Collected data entries:
╔══

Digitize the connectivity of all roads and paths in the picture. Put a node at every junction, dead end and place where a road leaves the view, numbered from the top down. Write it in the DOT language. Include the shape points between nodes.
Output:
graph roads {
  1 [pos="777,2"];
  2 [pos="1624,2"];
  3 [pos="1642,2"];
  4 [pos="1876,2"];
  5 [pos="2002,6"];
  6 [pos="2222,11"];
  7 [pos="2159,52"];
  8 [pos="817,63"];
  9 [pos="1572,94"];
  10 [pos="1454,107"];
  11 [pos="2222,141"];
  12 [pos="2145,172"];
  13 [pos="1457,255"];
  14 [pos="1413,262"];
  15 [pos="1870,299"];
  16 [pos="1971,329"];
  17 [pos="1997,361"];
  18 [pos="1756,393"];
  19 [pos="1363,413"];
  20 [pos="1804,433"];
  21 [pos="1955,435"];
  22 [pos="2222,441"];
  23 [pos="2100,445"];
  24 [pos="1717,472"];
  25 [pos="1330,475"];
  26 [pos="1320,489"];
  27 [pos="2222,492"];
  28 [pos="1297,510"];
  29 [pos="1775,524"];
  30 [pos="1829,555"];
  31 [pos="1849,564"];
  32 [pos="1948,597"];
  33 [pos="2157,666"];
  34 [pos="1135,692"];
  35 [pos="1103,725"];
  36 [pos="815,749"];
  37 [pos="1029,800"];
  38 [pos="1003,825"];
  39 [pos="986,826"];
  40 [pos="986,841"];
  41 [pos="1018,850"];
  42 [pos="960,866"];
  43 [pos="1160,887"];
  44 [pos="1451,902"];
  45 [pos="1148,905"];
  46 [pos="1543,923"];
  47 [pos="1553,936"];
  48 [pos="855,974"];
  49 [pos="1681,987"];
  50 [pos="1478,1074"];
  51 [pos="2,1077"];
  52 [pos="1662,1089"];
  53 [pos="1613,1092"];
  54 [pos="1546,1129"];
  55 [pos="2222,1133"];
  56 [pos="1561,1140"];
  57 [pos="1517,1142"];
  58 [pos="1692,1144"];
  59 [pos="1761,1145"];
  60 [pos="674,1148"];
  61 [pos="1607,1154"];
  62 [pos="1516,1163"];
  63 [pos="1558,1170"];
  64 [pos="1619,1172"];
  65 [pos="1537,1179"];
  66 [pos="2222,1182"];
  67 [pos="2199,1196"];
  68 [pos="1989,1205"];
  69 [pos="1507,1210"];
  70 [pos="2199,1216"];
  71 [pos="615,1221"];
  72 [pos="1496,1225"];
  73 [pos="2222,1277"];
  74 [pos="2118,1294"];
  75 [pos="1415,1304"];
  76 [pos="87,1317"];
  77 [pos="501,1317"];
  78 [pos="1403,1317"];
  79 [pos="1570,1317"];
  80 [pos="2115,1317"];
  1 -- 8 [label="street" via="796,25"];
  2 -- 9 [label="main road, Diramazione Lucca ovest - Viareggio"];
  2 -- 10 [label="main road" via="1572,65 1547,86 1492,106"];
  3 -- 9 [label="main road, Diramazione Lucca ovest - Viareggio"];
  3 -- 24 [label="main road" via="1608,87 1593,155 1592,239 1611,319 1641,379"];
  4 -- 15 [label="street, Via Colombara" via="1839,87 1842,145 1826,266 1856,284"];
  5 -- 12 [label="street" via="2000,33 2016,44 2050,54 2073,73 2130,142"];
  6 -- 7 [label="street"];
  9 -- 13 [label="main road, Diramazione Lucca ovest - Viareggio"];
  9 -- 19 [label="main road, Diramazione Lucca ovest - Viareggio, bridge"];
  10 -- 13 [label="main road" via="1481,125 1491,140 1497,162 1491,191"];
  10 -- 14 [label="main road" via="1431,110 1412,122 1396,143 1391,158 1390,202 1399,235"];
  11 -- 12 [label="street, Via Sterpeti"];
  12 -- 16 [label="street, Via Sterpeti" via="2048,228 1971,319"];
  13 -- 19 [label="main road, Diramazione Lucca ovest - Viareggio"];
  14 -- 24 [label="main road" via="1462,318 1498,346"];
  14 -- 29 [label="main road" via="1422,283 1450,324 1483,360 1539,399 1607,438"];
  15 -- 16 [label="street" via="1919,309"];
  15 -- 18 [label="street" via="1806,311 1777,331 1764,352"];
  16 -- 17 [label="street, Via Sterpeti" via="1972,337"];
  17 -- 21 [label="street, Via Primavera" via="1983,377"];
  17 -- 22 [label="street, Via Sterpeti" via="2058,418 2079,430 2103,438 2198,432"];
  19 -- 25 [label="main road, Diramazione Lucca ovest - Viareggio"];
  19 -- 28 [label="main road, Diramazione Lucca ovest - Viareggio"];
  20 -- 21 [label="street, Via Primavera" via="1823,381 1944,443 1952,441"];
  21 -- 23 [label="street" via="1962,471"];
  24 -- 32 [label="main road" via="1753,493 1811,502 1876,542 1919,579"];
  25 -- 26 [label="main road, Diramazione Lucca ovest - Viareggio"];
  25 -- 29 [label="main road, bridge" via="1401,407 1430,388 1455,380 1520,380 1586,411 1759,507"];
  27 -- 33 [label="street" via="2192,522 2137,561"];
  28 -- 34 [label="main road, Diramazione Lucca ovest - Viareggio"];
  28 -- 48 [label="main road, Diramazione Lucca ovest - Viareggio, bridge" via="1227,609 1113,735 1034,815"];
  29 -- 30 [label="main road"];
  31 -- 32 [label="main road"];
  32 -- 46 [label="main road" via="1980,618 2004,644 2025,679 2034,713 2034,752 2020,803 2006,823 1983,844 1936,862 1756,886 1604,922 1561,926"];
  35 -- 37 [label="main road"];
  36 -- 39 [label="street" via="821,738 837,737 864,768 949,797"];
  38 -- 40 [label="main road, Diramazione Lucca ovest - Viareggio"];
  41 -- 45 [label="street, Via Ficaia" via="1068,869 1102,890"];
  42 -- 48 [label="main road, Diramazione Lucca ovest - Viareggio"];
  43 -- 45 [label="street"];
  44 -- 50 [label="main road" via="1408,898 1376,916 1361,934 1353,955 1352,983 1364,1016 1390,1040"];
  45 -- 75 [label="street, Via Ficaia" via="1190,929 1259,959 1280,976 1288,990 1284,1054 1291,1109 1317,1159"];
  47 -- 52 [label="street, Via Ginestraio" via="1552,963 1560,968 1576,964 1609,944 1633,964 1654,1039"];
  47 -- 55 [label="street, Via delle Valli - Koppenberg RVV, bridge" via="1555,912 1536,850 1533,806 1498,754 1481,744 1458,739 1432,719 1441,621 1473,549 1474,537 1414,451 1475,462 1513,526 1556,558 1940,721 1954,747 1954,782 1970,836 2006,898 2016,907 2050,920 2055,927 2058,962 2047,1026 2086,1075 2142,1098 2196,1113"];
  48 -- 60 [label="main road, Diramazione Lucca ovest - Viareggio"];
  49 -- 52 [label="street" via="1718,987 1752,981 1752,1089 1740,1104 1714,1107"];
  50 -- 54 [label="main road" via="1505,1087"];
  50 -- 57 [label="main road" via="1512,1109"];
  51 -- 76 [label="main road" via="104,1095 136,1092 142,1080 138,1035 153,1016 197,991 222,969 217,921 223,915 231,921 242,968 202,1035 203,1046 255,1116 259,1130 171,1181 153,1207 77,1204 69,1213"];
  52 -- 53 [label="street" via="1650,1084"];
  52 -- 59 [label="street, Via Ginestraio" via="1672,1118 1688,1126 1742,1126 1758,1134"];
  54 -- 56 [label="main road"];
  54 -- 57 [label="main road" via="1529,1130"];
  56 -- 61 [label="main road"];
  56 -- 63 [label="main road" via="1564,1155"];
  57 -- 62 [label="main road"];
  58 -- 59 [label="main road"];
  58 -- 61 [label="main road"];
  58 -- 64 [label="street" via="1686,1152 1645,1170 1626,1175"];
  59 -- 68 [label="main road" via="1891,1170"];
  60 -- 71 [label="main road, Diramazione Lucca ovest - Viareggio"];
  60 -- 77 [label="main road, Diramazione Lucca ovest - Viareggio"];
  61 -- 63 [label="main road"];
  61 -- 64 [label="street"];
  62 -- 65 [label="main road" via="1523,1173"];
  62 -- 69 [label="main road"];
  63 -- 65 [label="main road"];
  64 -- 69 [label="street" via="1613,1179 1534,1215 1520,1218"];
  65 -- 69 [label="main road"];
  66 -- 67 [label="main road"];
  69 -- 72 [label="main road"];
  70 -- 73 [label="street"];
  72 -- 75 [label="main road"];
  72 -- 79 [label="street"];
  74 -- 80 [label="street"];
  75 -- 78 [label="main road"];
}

╚══

Problem to solve:
All lines in the preceding records that hold the word "roads" need to be copied.

Exercise result:
Digitize the connectivity of all roads and paths in the picture. Put a node at every junction, dead end and place where a road leaves the view, numbered from the top down. Write it in the DOT language. Include the shape points between nodes.
graph roads {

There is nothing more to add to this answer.